ACTIVITY:
Whenever the string "Angel" turns up in a line below, that line should be copied.

DATASET ENTRIES:
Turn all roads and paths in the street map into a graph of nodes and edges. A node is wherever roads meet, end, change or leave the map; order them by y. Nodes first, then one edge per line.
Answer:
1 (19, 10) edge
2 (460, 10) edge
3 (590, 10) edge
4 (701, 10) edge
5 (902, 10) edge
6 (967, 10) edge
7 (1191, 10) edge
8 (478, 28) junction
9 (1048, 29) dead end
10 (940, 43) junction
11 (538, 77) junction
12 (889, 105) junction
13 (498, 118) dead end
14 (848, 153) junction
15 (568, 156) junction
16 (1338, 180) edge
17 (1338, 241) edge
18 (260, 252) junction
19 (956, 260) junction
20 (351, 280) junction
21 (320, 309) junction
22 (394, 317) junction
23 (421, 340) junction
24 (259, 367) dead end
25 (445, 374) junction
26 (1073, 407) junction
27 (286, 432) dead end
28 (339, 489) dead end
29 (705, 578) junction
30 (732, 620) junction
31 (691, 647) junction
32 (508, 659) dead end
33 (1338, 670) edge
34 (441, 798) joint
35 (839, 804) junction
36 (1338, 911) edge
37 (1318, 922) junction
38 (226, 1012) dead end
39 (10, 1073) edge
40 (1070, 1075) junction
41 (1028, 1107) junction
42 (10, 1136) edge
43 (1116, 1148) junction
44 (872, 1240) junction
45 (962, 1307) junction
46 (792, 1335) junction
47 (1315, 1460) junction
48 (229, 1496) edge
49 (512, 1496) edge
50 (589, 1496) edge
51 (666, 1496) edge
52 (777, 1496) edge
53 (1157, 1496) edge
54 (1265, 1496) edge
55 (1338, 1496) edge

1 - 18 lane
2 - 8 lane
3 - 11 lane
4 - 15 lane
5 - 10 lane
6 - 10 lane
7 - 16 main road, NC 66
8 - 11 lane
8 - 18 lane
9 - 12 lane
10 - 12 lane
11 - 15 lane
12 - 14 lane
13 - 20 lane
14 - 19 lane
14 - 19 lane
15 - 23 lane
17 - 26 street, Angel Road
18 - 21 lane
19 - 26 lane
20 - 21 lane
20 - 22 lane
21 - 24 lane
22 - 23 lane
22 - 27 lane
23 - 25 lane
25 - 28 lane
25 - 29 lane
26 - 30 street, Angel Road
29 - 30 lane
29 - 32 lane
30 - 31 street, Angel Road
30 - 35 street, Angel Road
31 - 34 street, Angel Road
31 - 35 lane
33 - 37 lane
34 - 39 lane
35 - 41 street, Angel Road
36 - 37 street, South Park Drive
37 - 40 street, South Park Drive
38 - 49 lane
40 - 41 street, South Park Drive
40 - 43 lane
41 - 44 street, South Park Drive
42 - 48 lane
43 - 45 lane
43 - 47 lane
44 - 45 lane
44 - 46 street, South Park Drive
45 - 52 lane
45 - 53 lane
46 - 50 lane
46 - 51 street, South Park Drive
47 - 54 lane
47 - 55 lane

TASK ANSWER:
17 - 26 street, Angel Road
26 - 30 street, Angel Road
30 - 31 street, Angel Road
30 - 35 street, Angel Road
31 - 34 street, Angel Road
35 - 41 street, Angel Road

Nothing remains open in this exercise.